Sermon: Twenty-first Sunday after Pentecost
2 Timothy 3:14-4:5
In the name of the Father, and the Son, and the Holy Spirit. Amen.
It’s not often that the scriptures we read on Sunday morning have an obvious common theme; but they do so today. We hear it in the Genesis account of Jacob’s wrestling, and refusing to give up. We hear it in the Psalm, in its expression of God’s ever-present care. We hear it in the epistle, in the encouragement given from a veteran missionary to a colleague. And we hear it in the gospel, in the victory of the widow who would not give up her search for justice.
Perseverance. Persistence. Endurance. Keepin’ on, keepin’ on. However you name it, it’s an important biblical lesson, and a good reminder.
Today I’d like to spend some time looking at this particular virtue, in light of the disagreements we’ve been dealing with in the wider church-- not only in our national Episcopal Church and the Anglican communion, but also in the interactions between Christians of other faith traditions as well. The passage we hear in 2nd Timothy this morning is a good place to start this conversation.
For the time is coming when people will not put up with sound doctrine, but having itching ears, they will accumulate for themselves teachers to suit their own desires, and will turn away from listening to the truth and wander away to myths.
This passage is certainly a valid caution; however, it is one which also can be misused. It seems more frequently to be held up by those who are convinced that they and their followers are on The One True Path of Righteousness, and anyone who might have a different view is on the Road to Perdition. There are accusations flying about some in our church supposedly “wanting to rewrite the Bible,” or “ignoring the Word of God.”
Now, I am willing to credit that these are no doubt well-intentioned souls. And I can wholly agree with a faithful concern for upholding the Gospel, and trying to avoid it being twisted to suit cultural standards and desires. However, I find myself parting company with some of my brothers and sisters in Christ, over exactly what that should look like.
One primary example of a faithful difference is the way we as Christians approach scripture. The epistle today notes that “all scripture is inspired by God and is useful for teaching, for reproof, for correction, and for training in righteousness.”

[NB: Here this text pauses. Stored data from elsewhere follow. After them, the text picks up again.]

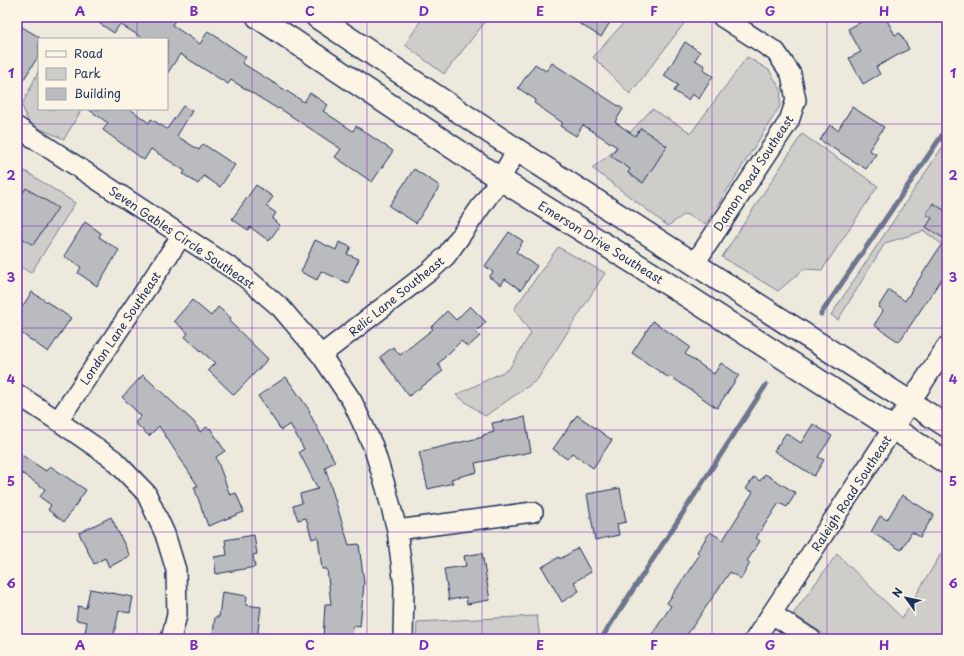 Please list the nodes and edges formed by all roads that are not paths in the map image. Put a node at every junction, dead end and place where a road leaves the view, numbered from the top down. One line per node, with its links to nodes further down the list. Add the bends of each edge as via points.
1 (258, 17): 6 (street, Emerson Drive Southeast)
2 (317, 17): 5 (street)
3 (722, 17): 8 (street, Damon Road Southeast, via 776,52 791,74 796,100 789,121)
4 (17, 127): 7 (street, Seven Gables Circle Southeast)
5 (517, 150): 6 (street, Relic Lane Southeast); 8 (street)
6 (500, 178): 10 (street, Relic Lane Southeast, via 446,256); 15 (street, Emerson Drive Southeast)
7 (182, 235): 10 (street, Seven Gables Circle Southeast, via 245,277 281,308); 13 (street, London Lane Southeast)
8 (695, 263): 12 (street)
9 (947, 346): 12 (street, Raleigh Road Southeast)
10 (321, 355): 18 (street, Seven Gables Circle Southeast, via 352,401 373,446)
11 (17, 394): 13 (street)
12 (910, 402): 14 (street); 15 (street, Raleigh Road Southeast)
13 (58, 421): 20 (street, via 113,459 146,494 165,534 176,570 177,615)
14 (947, 426)
15 (893, 428): 16 (street, Emerson Drive Southeast); 19 (street, Raleigh Road Southeast)
16 (947, 463)
17 (533, 512): 18 (street)
18 (397, 530): 21 (street, Seven Gables Circle Southeast, via 404,586)
19 (772, 614): 22 (street, Raleigh Road Southeast); 23 (street)
20 (171, 639)
21 (403, 639)
22 (756, 639)
23 (811, 639) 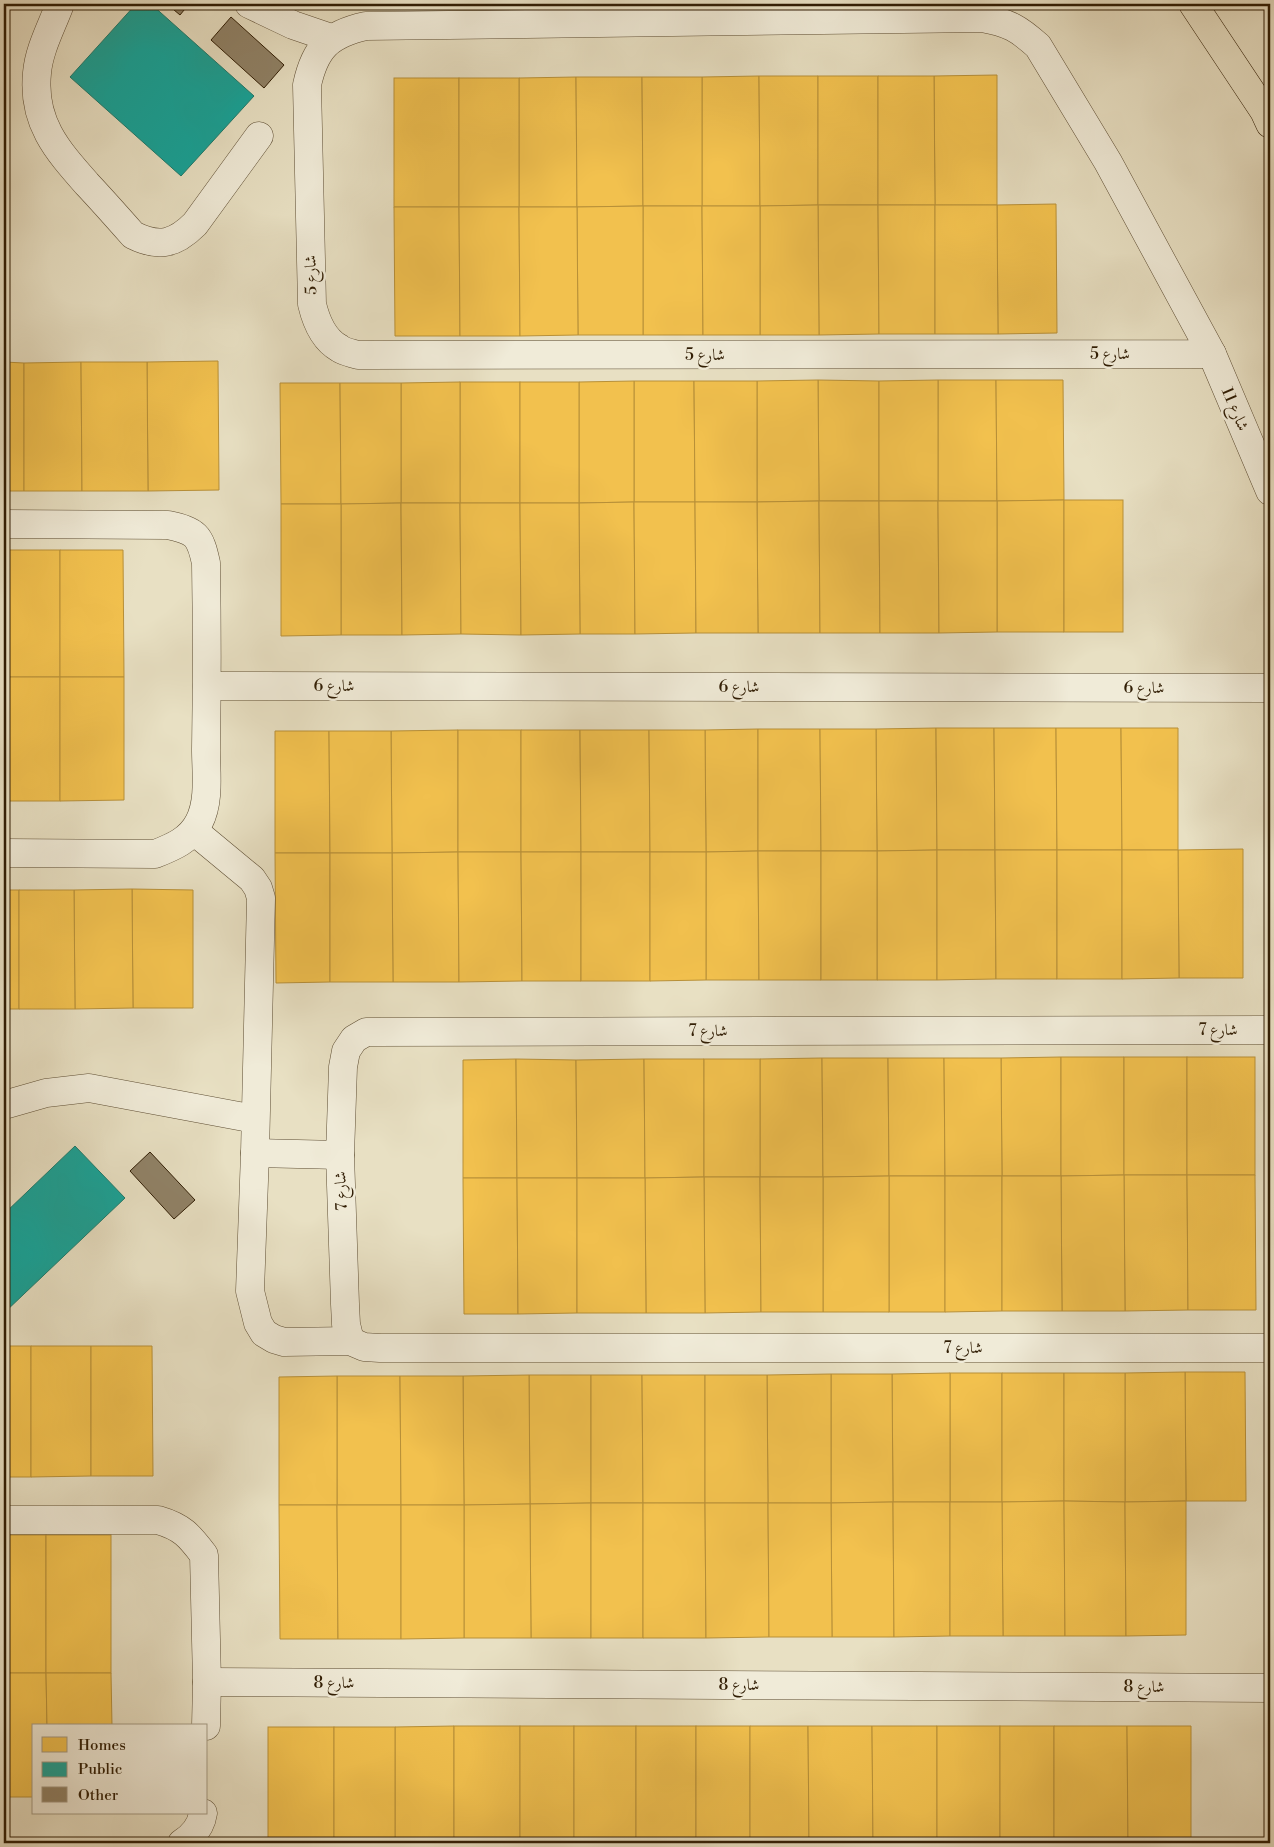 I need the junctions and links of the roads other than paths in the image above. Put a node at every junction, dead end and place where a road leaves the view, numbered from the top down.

Now, if you’ve been listening at all to anything I’ve said in the time I’ve been serving among you, then you’ve heard me on this subject before. So I hope you know by now the value I place upon the holy scriptures. The Bible is many things: "the Word of God, containing all things necessary to salvation," as I testified in my ordination vows. It contains history, allegory, incomparable poetry and praise. It is guide, and instruction, and tradition, and a multitude of examples, good and bad! But with all its importance-- with all that the it is an integral and indispensable part of our faithful walk with Jesus-- the Bible is not the limit to the Gospel, and we need to be careful not to idolize it as such.
Because although we refer to the “the gospels” when we talk about the books of the four evangelists, Matthew, Mark, Luke and John, that is not The Gospel. Those are only the ways we learn about the Gospel-- the Good news of Jesus Christ.
That’s what the Gospel is, you know. It’s not the Bible, but rather the radical idea revealed there: the scandalous notion that the omnipotent Creator of all that is and ever will be, so loved his creation that he became part of it-- fully human, just like us, right down to bad hair days and dirt under his fingernails. He lived with us, healed and taught us, suffered and died and rose again for us, and continues through the Holy Spirit to guide and support us in a multitude of ways, every day of our lives. Yes, God loves us, each and every one of us, just that much.
Good news indeed-- and wholly radical enough that people for millennia have struggled to grasp the enormity of such a love, and wrestled with trying to live up to the best that it inspires within us. Now, being people, we come up with different ways to try to do this-- and sometimes we fall into error. We read "what the Bible says," and then understand (or misunderstand) in ways that can be confusing and wrong-headed.
That is why it behooves us to remember that it is God we worship, and not (as vitally important as it is) the Bible. And in light of that, we do need to be persistent: in study, and in prayer, and in relationship-- yes, even (or maybe especially) in the company of those with whom we disagree.
So this is how I would challenge you this day, my brothers and sisters: Read the scriptures, but do not stop there. Persevere. Think, and struggle, and pray, and question. Use the hearts and minds God gave you to good purpose, that you may be “equipped for every good work.” That's what discipleship is-- in Jesus’ name.